Atahualpa (Juan Andrés Acosta)

Estuario Editora, 2023
Ya el hecho de que esta novela haya sido seleccionada en el primer lugar en el Premio Nacional de Literatura le da un crédito como para seguir avanzando después de unas primeras páginas en las que el autor hace su planteo de un conductor de camiones al que le toca asir el volante de una camioneta de transporte escolar como salida laboral transitoria. Ese conductor es nuestro narrador a lo largo de un mes de viajes de ida y de regreso a una institución educativa a través del barrio montevideano que da nombre a la obra: Atahualpa, un barrio vecino del Prado, sin la majestuosidad en sus construcciones que distinguen a este, pero igualmente una zona pintoresca de la ciudad, residencial, consolidada, y que supo de mejores épocas, antes que la costa cobrase su auge actual.

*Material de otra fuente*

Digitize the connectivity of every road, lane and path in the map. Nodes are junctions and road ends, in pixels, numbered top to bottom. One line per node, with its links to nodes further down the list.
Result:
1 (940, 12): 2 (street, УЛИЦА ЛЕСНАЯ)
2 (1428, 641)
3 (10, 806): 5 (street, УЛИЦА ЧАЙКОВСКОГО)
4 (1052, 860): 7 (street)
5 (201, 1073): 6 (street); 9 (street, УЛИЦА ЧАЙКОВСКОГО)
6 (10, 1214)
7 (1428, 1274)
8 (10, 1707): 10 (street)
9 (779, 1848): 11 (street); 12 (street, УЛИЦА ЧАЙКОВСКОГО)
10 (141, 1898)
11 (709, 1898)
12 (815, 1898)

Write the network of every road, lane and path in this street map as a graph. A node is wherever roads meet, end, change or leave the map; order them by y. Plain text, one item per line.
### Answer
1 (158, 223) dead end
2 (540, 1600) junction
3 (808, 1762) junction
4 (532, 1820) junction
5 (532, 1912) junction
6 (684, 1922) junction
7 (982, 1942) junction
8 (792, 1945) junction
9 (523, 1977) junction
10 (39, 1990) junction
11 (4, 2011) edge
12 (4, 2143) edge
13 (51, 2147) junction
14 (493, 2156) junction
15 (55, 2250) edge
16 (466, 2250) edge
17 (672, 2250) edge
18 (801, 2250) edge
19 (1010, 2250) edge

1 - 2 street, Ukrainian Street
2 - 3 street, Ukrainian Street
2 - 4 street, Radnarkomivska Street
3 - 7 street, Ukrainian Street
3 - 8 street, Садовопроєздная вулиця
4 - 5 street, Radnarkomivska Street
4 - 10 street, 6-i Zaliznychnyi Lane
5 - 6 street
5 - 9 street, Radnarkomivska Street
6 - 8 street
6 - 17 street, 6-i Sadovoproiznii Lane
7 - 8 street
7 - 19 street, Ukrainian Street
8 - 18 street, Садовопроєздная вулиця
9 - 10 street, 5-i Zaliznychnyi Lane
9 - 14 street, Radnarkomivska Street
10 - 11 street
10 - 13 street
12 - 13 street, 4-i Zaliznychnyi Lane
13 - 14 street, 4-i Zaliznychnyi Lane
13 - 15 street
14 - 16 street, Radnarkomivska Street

De ese narrador poco sabemos, más allá de su predilección de la ruta por sobre la ciudad y que no oculta, hasta incluso el final de ese período en el que transcurre la novela. Sin embargo lo que propone Acosta es una transformación paulatina de este personaje, que no se nos vuelve evidente en sus propias palabras —que son las que leemos, pues esto es, a la postre una especie de diario que lleva este chofer— sino en cómo se va modificando su forma de ver el barrio, a los niños, a sus entornos. Durante toda la novela seguiremos sin saber prácticamente nada de él, salvo por una conmovedora (¿y conmocionante?) revelación final que lo sacude todo, pero esta transformación, su transformación, se expresará en la interacción con los otros personajes de la novela: los niños que constituyen su pasaje de cada jornada.
La dinámica se repite diariamente de forma casi inalterable; a la ida los va recogiendo puerta a puerta, hasta llegar al instituto, desde donde luego los levantará para irlos devolviendo a sus hogares, o quizás sea más oportuno decir a sus domicilios. Estos relatos diarios están salpicados por las brevísimas impresiones que son fruto de las interacciones y de las apreciaciones que el narrador capta en el mero instante en que se detiene la camioneta, tanto para ascender como para descender los pasajeros. A riesgo de caer en cierta rutina tediosa —porque así la plantea en los primeros días el mismo conductor-narrador— a medida que uno se va adentrando en las páginas se va sorprendiendo con elementos que Acosta ha desparramado en las mínimas descripciones que ha ido haciendo de los usuarios del transporte, para ir cosechando luego sutiles cambios, que se irán haciendo no tan sutiles hasta llegar a expresarse incluso en situaciones violentas que protagonizan por lo general otros personajes del entorno de los domicilios donde la camioneta va parando.
Muy poca cosa pasa por el camino, salvo por la vez en que se rompe la camioneta y el conductor tiene que seguir a pie, a cargo de los niños. Pero a la vez que el conductor va capturando más información e incrementando —sin llegar nunca a profundizar— la interacción con su pasaje, se irán evidenciando situaciones que ponen de manifiesto realidades familiares que motivarán al lector a plantearse una reflexión sobre la propia realidad, sobre cómo vivimos y —sobre todo— sobre la crianza de nuestros niños.
En todo el proceso, que dura un mes sin sus fines de semana, esos niños se irán ganando un lugarcito en el corazón mientras abrigamos la esperanza de que el chofer, de quien seguimos desconociendo incluso el nombre, decida arrepentirse de volver a las rutas y abandonar, a la vez que el diario trajinar por las calles del Atahualpa, a este grupo de niños y apartarlo para siempre de nosotros, los lectores.
Un brillante trabajo de Juan Andrés Acosta —sanducero, por más datos, aunque radicado desde muy joven en Montevideo— que no va a ser apenas un libro más.